In epidemiological studies conducted in South Africa in 1997 and Rwanda in 1995, no excess risk for cervical cancer was seen in the setting of HIV infection.22 However, subsequent studies conducted last year in South Africa and Uganda did see a significant excess risk.23 Maiman et al, reviewing rates at an inner city Brooklyn Hospital between 1987 and 1995, found a high rate of HIV cervical cancers, accounting for 55% of the AIDS related malignancies.24 Women with AIDS related cervical cancer differed from women with other HIV related malignancies in three ways: they had less immune suppression, with CD4 counts more than double those of women with other malignancies; the diagnosis of cancer was more likely to precede the diagnosis of HIV (70% of cases); and the cause of death was more likely to be attributed to cancer than to opportunistic infections. Compared with the general population, these cancers are seen in a younger age group of women. In 1990, Maiman et al found a 19% prevalence of asymptomatic HIV infection in young patients with cervical cancer and an 11% rate of seropositivity in women attending a colposcopy clinic for the evaluation of abnormal pap smears.25 Interestingly, there was no difference in severity of neoplasia in asymptomatic patients with HIV and those with AIDS. Maiman suggests that latent HIV infection may explain the worse prognosis in younger patients with cervical cancer than older patients.
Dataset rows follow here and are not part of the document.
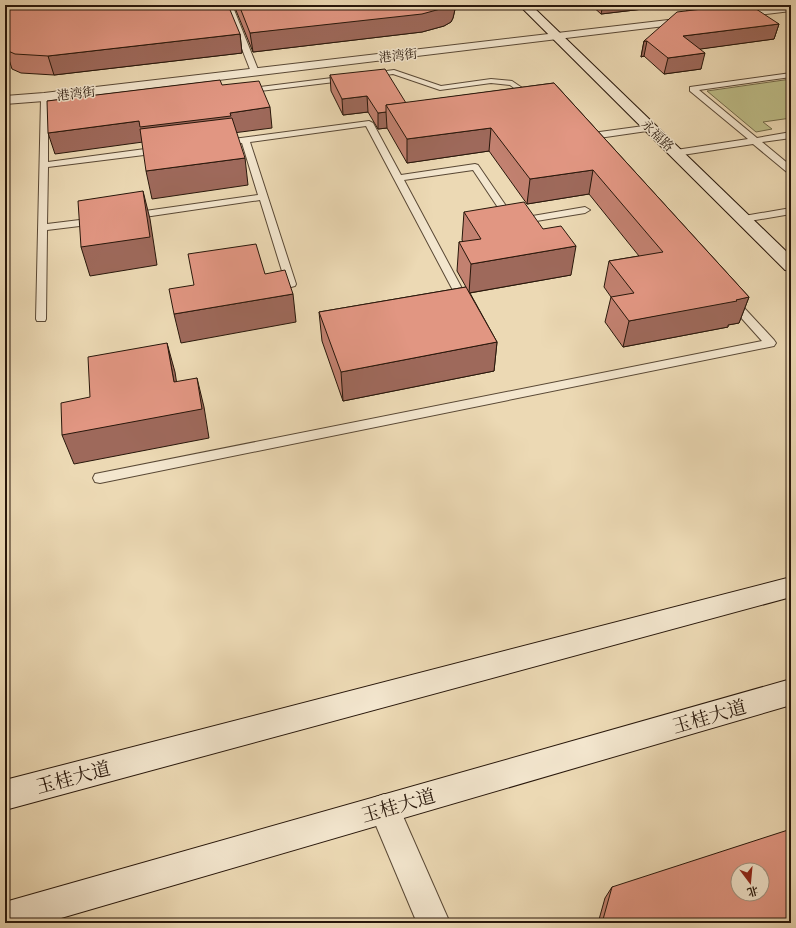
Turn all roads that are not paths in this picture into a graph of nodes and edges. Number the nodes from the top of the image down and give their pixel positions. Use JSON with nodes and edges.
{"nodes":[{"id":1,"x":231,"y":5,"type":"edge"},
{"id":2,"x":525,"y":5,"type":"edge"},
{"id":3,"x":729,"y":5,"type":"edge"},
{"id":4,"x":205,"y":8,"type":"edge"},
{"id":5,"x":791,"y":8,"type":"edge"},
{"id":6,"x":742,"y":14,"type":"junction"},
{"id":7,"x":719,"y":17,"type":"edge"},
{"id":8,"x":703,"y":19,"type":"edge"},
{"id":9,"x":557,"y":36,"type":"junction"},
{"id":10,"x":255,"y":72,"type":"junction"},
{"id":11,"x":791,"y":75,"type":"edge"},
{"id":12,"x":236,"y":92,"type":"edge"},
{"id":13,"x":542,"y":98,"type":"edge"},
{"id":14,"x":5,"y":100,"type":"edge"},
{"id":15,"x":44,"y":103,"type":"junction"},
{"id":16,"x":77,"y":112,"type":"edge"},
{"id":17,"x":651,"y":128,"type":"junction"},
{"id":18,"x":791,"y":135,"type":"edge"},
{"id":19,"x":245,"y":140,"type":"junction"},
{"id":20,"x":755,"y":140,"type":"junction"},
{"id":21,"x":214,"y":144,"type":"edge"},
{"id":22,"x":596,"y":149,"type":"edge"},
{"id":23,"x":167,"y":150,"type":"edge"},
{"id":24,"x":676,"y":153,"type":"junction"},
{"id":25,"x":43,"y":166,"type":"junction"},
{"id":26,"x":791,"y":171,"type":"edge"},
{"id":27,"x":398,"y":178,"type":"junction"},
{"id":28,"x":263,"y":197,"type":"junction"},
{"id":29,"x":585,"y":210,"type":"dead end"},
{"id":30,"x":791,"y":211,"type":"edge"},
{"id":31,"x":121,"y":217,"type":"edge"},
{"id":32,"x":105,"y":219,"type":"edge"},
{"id":33,"x":744,"y":219,"type":"junction"},
{"id":34,"x":42,"y":228,"type":"junction"},
{"id":35,"x":791,"y":266,"type":"edge"},
{"id":36,"x":291,"y":284,"type":"edge"},
{"id":37,"x":722,"y":290,"type":"edge"},
{"id":38,"x":461,"y":296,"type":"edge"},
{"id":39,"x":41,"y":318,"type":"dead end"},
{"id":40,"x":100,"y":478,"type":"dead end"},
{"id":41,"x":791,"y":587,"type":"edge"},
{"id":42,"x":791,"y":692,"type":"edge"},
{"id":43,"x":5,"y":795,"type":"edge"},
{"id":44,"x":384,"y":809,"type":"junction"},
{"id":45,"x":5,"y":918,"type":"edge"},
{"id":46,"x":434,"y":923,"type":"edge"}],
"edges":[{"from":1,"to":4,"type":"lane"},
{"from":1,"to":10,"type":"lane"},
{"from":2,"to":9,"type":"street","name":"永福路"},
{"from":3,"to":6,"type":"lane"},
{"from":5,"to":6,"type":"street"},
{"from":6,"to":7,"type":"street"},
{"from":8,"to":9,"type":"street","name":"港湾街"},
{"from":9,"to":10,"type":"street","name":"港湾街"},
{"from":9,"to":17,"type":"street","name":"永福路"},
{"from":10,"to":15,"type":"street","name":"港湾街"},
{"from":11,"to":20,"type":"lane"},
{"from":12,"to":13,"type":"lane"},
{"from":14,"to":15,"type":"street","name":"港湾街"},
{"from":15,"to":16,"type":"lane"},
{"from":15,"to":25,"type":"lane"},
{"from":17,"to":22,"type":"lane"},
{"from":17,"to":24,"type":"street","name":"永福路"},
{"from":18,"to":20,"type":"lane"},
{"from":19,"to":21,"type":"lane"},
{"from":19,"to":27,"type":"lane"},
{"from":19,"to":28,"type":"lane"},
{"from":20,"to":24,"type":"lane"},
{"from":20,"to":26,"type":"lane"},
{"from":23,"to":25,"type":"lane"},
{"from":24,"to":33,"type":"street","name":"永福路"},
{"from":25,"to":34,"type":"lane"},
{"from":27,"to":29,"type":"lane"},
{"from":27,"to":38,"type":"lane"},
{"from":28,"to":31,"type":"lane"},
{"from":28,"to":36,"type":"lane"},
{"from":30,"to":33,"type":"lane"},
{"from":32,"to":34,"type":"lane"},
{"from":33,"to":35,"type":"street","name":"永福路"},
{"from":34,"to":39,"type":"lane"},
{"from":37,"to":40,"type":"lane"},
{"from":41,"to":43,"type":"street","name":"玉桂大道"},
{"from":42,"to":44,"type":"street","name":"玉桂大道"},
{"from":44,"to":45,"type":"street","name":"玉桂大道"},
{"from":44,"to":46,"type":"street"}]}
Thus, the statistical evidence is unclear and more intensive epidemiological studies need to be carried out. In conducting such a study, it must be remembered that these cancers can present in women whose HIV status has no other clinical manifestation. In addition, efficient screening programmes would slant the natural history of this disease.

Effects of HIV on the natural history of HPV infections

Adequate prevention and treatment strategies for these patients require knowledge of the natural history of HPV infection and CIN in the setting of HIV infection. The history of HPV infection in HIV positive patients is still uncertain. In immune competent individuals, most HPV infections are self limited, such that only 2–3% of patients develop dysplasia, despite the much greater prevalence of asymptomatic HPV infection. The greatest determinants of disease progression are the genotype of HPV, the viral load, and the persistence of infection. Prospective studies using the polymerase chain reaction for HPV have shown the incidence of HPV infection to be as high as 95% in HIV positive women, compared with 22% in HIV negative women. These infections are persistent and often involve multiple HPV genotypes. Up to 22% harbour high risk types of HPV, with the incidence of oncogenic types increasing with progressive immune suppression.10,26

Of importance is whether there is any alteration in associations between specific types of HPV and the degree of CIN as seen in the general population. Although some have shown a similar association between high grade lesions in HIV positive patients and oncogenic types of HPV, there seems to be an increased incidence of high risk types in low grade CIN lesions.27

Some have documented high grade lesions associated with both high and low risk HPV types, leading to speculation that HIV may increase the oncogenicity of the high risk types, and possibly the activity of low risk types also.11

Effects of HIV on the natural history of CIN

There is a 60% regression rate for low grade cervical lesions, and a 20% regression rate for high grade lesions. The progression form CIN to invasive cancer is thought to take about 10 to 20 years.28 In the setting of HIV infection, regression rates for low grade lesions decrease to 27% and the occurrence of cervical cancer in young patients infected with HIV suggests more rapid progression.25,29–31 These HIV related precursor lesions are also refractory to treatment and are often recurrent despite treatment, requiring closer monitoring and perhaps more aggressive intervention.29,32–34 Recurrence is independent of residual disease. Immunodeficiency and residual disease are the two most important indicators of recurrence, with mode of treatment not being important. Why these dysplasias are more aggressive is still uncertain, and hypotheses apportion blame between viral interaction and alterations in the local immune responses.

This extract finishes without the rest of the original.